Monday, April 18, 2011

Healthy living

So, I mentioned a couple of days ago that my life would be perfect if I could eat all of my favourite food in large quantities without it affecting my weight or my health.

The reason I said it was because THAT is exactly what I have been doing for a couple of months now and even though I haven't weighed myself, I can tell by my clothes that I have gained weight around my middle.

I have a couple of spare tyres.  They aren't too bad while I'm standing up, but when I sit down, they spread beautifully, filling out my clothes until they are stretched most unattractively around my mid section.

Today, I decided that it was time to do something about it and get back to my healthy eating and exercise plan.

The dreadful wet season that we've had in this part of the world has meant that my golf mornings and tennis evenings have been cancelled more often than not.

I haven't replaced them with any other form of exercise, even though I have a cross trainer, exercise bike, mini trampoline  and mini weights here in the house.

In the past I've used a web site called Calorie King to help me count my calories and diarise my exercise.  If any of you are interested, here is the link http://www.calorieking.com.au/ 

The reason that I count my calories is so that I can work out whether I can have the yummy treats at night!

I eat lots of fruit and vegetables and nuts and grains, but if I'm not careful, I can get a bit carried away with the cheeses, creamy sauces, potatoes, bread and chocolate.  If I count my calories, it actually psyches me out of eating those things!

I also know that I'm not eating well because I'm losing all of my energy by 2pm and needing a nap!

So today is the first day of the rest of my life!  I'm not going to mention my actual weight (because that's just plain embarrassing!), but I will update my weight loss  each week here on my blog and we will keep progress together.

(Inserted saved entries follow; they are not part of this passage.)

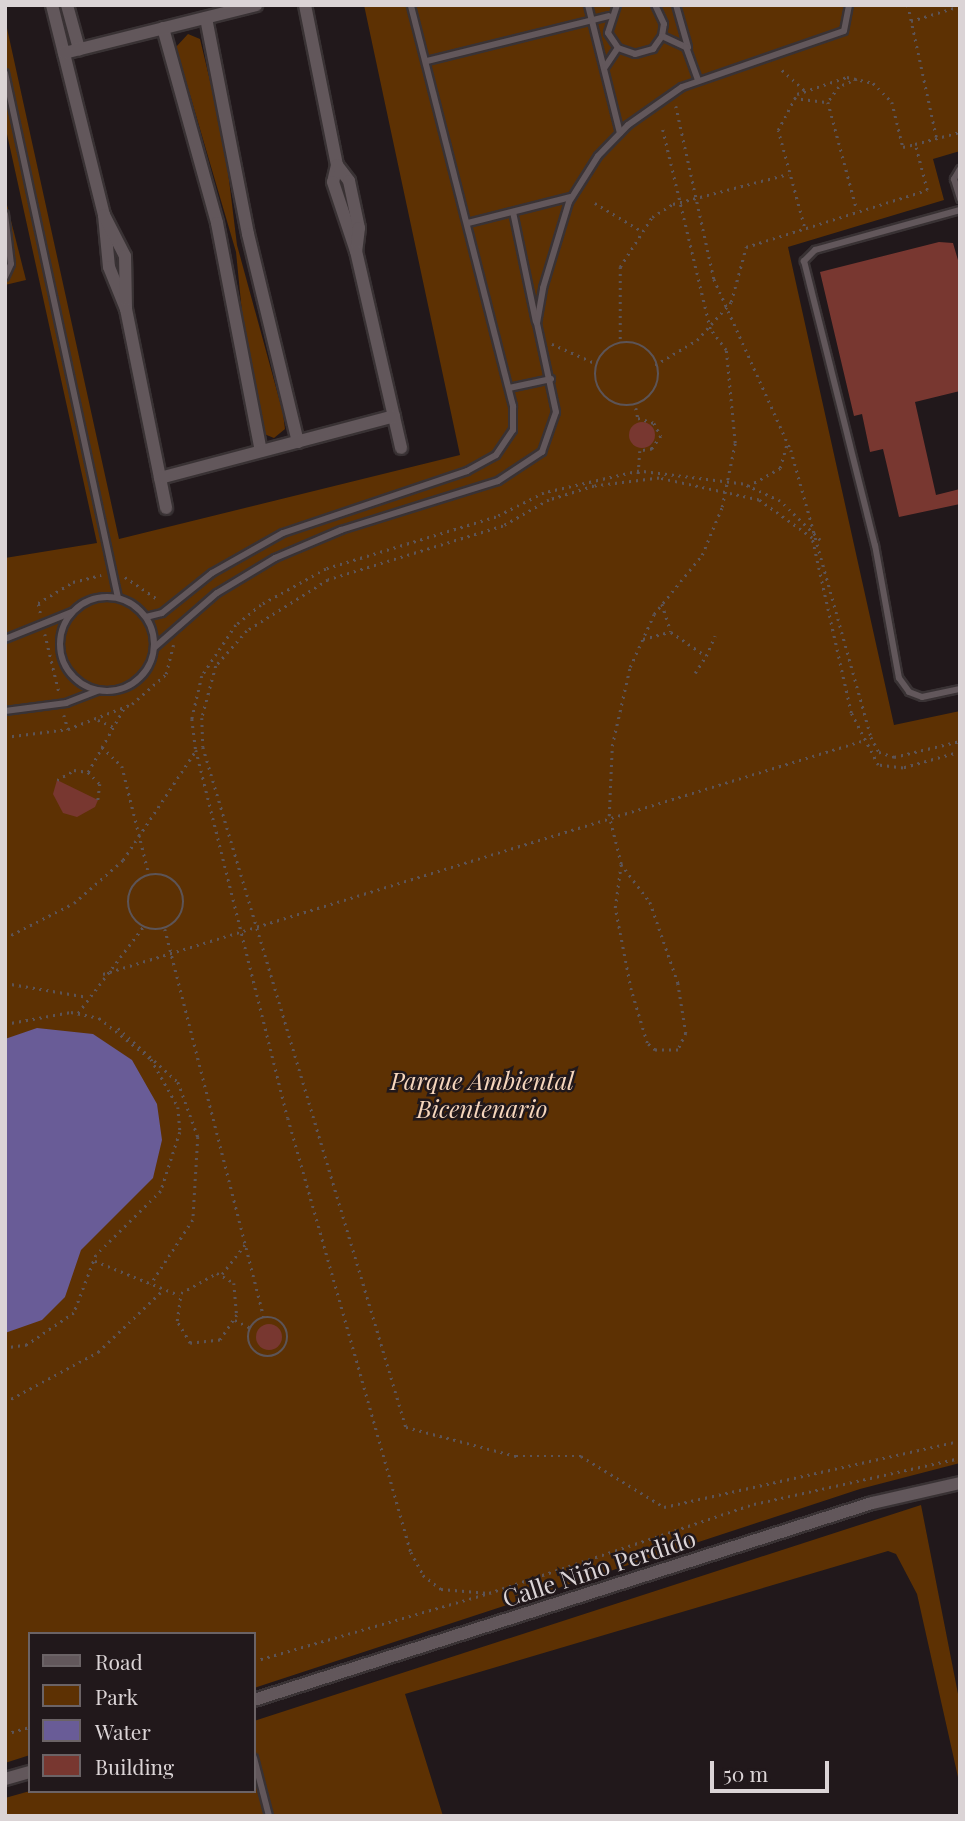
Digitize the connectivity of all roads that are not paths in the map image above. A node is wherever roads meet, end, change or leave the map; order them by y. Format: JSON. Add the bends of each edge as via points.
{"nodes":[{"id":1,"x":52,"y":5,"type":"edge"},
{"id":2,"x":68,"y":5,"type":"edge"},
{"id":3,"x":256,"y":5,"type":"edge"},
{"id":4,"x":305,"y":5,"type":"edge"},
{"id":5,"x":411,"y":5,"type":"edge"},
{"id":6,"x":588,"y":5,"type":"edge"},
{"id":7,"x":617,"y":5,"type":"edge"},
{"id":8,"x":655,"y":5,"type":"edge"},
{"id":9,"x":676,"y":5,"type":"edge"},
{"id":10,"x":849,"y":5,"type":"edge"},
{"id":11,"x":609,"y":16,"type":"junction"},
{"id":12,"x":206,"y":18,"type":"junction"},
{"id":13,"x":592,"y":18,"type":"junction"},
{"id":14,"x":163,"y":28,"type":"junction"},
{"id":15,"x":662,"y":36,"type":"junction"},
{"id":16,"x":618,"y":48,"type":"junction"},
{"id":17,"x":79,"y":49,"type":"junction"},
{"id":18,"x":64,"y":53,"type":"junction"},
{"id":19,"x":690,"y":54,"type":"junction"},
{"id":20,"x":427,"y":61,"type":"junction"},
{"id":21,"x":604,"y":68,"type":"junction"},
{"id":22,"x":5,"y":72,"type":"edge"},
{"id":23,"x":698,"y":80,"type":"junction"},
{"id":24,"x":620,"y":133,"type":"junction"},
{"id":25,"x":958,"y":170,"type":"edge"},
{"id":26,"x":572,"y":197,"type":"junction"},
{"id":27,"x":960,"y":199,"type":"edge"},
{"id":28,"x":960,"y":210,"type":"edge"},
{"id":29,"x":513,"y":212,"type":"junction"},
{"id":30,"x":5,"y":214,"type":"edge"},
{"id":31,"x":468,"y":223,"type":"junction"},
{"id":32,"x":5,"y":277,"type":"edge"},
{"id":33,"x":537,"y":323,"type":"junction"},
{"id":34,"x":551,"y":379,"type":"junction"},
{"id":35,"x":509,"y":388,"type":"junction"},
{"id":36,"x":394,"y":416,"type":"junction"},
{"id":37,"x":298,"y":442,"type":"junction"},
{"id":38,"x":401,"y":448,"type":"dead end"},
{"id":39,"x":261,"y":451,"type":"junction"},
{"id":40,"x":160,"y":478,"type":"junction"},
{"id":41,"x":166,"y":508,"type":"dead end"},
{"id":42,"x":118,"y":598,"type":"junction"},
{"id":43,"x":74,"y":611,"type":"junction"},
{"id":44,"x":146,"y":617,"type":"junction"},
{"id":45,"x":5,"y":639,"type":"edge"},
{"id":46,"x":155,"y":647,"type":"junction"},
{"id":47,"x":960,"y":689,"type":"edge"},
{"id":48,"x":99,"y":690,"type":"junction"},
{"id":49,"x":5,"y":712,"type":"edge"},
{"id":50,"x":959,"y":1484,"type":"edge"},
{"id":51,"x":256,"y":1699,"type":"edge"},
{"id":52,"x":256,"y":1766,"type":"edge"},
{"id":53,"x":28,"y":1773,"type":"edge"},
{"id":54,"x":5,"y":1779,"type":"edge"},
{"id":55,"x":269,"y":1816,"type":"edge"}],
"edges":[{"from":1,"to":18,"type":"street"},
{"from":2,"to":17,"type":"street"},
{"from":3,"to":12,"type":"street"},
{"from":4,"to":36,"type":"street","via":[[337,165],[338,204],[356,251]]},
{"from":5,"to":20,"type":"lane"},
{"from":6,"to":13,"type":"lane"},
{"from":7,"to":11,"type":"lane"},
{"from":8,"to":15,"type":"lane","via":[[664,24]]},
{"from":9,"to":19,"type":"lane"},
{"from":10,"to":23,"type":"lane","via":[[844,31]]},
{"from":11,"to":13,"type":"lane"},
{"from":11,"to":16,"type":"lane","via":[[608,33]]},
{"from":12,"to":14,"type":"street"},
{"from":12,"to":37,"type":"street"},
{"from":13,"to":20,"type":"lane"},
{"from":13,"to":21,"type":"lane"},
{"from":14,"to":17,"type":"street"},
{"from":14,"to":39,"type":"street","via":[[217,223]]},
{"from":15,"to":16,"type":"lane","via":[[644,53]]},
{"from":15,"to":19,"type":"lane","via":[[681,41]]},
{"from":16,"to":21,"type":"lane"},
{"from":17,"to":18,"type":"street"},
{"from":18,"to":40,"type":"street","via":[[104,215],[109,267],[127,309]]},
{"from":19,"to":23,"type":"lane"},
{"from":20,"to":31,"type":"lane"},
{"from":21,"to":24,"type":"lane"},
{"from":22,"to":42,"type":"lane"},
{"from":23,"to":24,"type":"lane"},
{"from":24,"to":26,"type":"lane"},
{"from":25,"to":27,"type":"lane"},
{"from":26,"to":29,"type":"lane"},
{"from":26,"to":33,"type":"lane","via":[[551,255]]},
{"from":28,"to":47,"type":"lane","via":[[815,250],[804,261],[875,545],[899,678],[909,692],[922,697]]},
{"from":29,"to":31,"type":"lane"},
{"from":29,"to":33,"type":"lane"},
{"from":30,"to":32,"type":"lane","via":[[11,264]]},
{"from":31,"to":35,"type":"lane"},
{"from":33,"to":34,"type":"lane"},
{"from":34,"to":35,"type":"lane"},
{"from":34,"to":46,"type":"lane","via":[[555,427],[542,452],[522,468],[310,542],[225,588]]},
{"from":35,"to":44,"type":"lane","via":[[513,429],[496,455],[467,471],[283,533],[212,573],[166,610]]},
{"from":36,"to":37,"type":"street"},
{"from":36,"to":38,"type":"street"},
{"from":37,"to":39,"type":"street"},
{"from":39,"to":40,"type":"street"},
{"from":40,"to":41,"type":"street"},
{"from":42,"to":43,"type":"lane","via":[[102,597]]},
{"from":42,"to":44,"type":"lane"},
{"from":43,"to":45,"type":"lane"},
{"from":43,"to":48,"type":"lane","via":[[61,637],[63,658],[73,677]]},
{"from":44,"to":46,"type":"lane"},
{"from":46,"to":48,"type":"lane","via":[[142,676],[130,686]]},
{"from":48,"to":49,"type":"lane","via":[[62,704]]},
{"from":50,"to":51,"type":"street","name":"Calle Niño Perdido","via":[[872,1503]]},
{"from":52,"to":55,"type":"lane"},
{"from":53,"to":54,"type":"street"}]}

According to all the weight charts, I need to lose about fifteen kgs, but I would like to lose ten.  I would like to lose these kgs by the 1st July, which is when I am travelling down south to visit my BFF.

Onward and upward ***raises hand in the air*** and May The Force Be With Me!!

 

Mother Nature's Miracles

I have spent so much time with my old and new photographs in the last couple of days, that I thought I might share some of them with you.

After doing the photography course last weekend, I am looking at them all with different eyes.  Some, that I thought were great photos, now look very ordinary and others just needed playing with to look better.

A little cropping here, a little straightening there and suddenly it's like a brand new photo!  I'm not a fan of photoshopping, so I left that program on my old computer.

Bob (the camera) came with it's own program for bringing a bit of happiness to a photo.  My aim, every time  I press the button, is to take a photo that doesn't require touching.  A photo with such good composition and clarity and colour that it can go straight from camera to computer to viewer and receive a perfectly positive response.

I know that there are photographers who have worked for years and still haven't fulfilled that dream, so I don't expect it to happen soon.  That doesn't mean that I won't stop trying!

Here are some sunsets from my part of the world.









Every sunrise and every sunset is different and they are never boring.  Even on a clear day, when the sun rises over the water or sets behind the trees, it still brings joy to the heart.  

I love to photograph people, animals, flowers and trees, landscapes and all things from nature, but sunrises and sunsets, they are Mother Nature's miracles and considering how angry she has been lately, we should be taking pleasure from her daily miracles.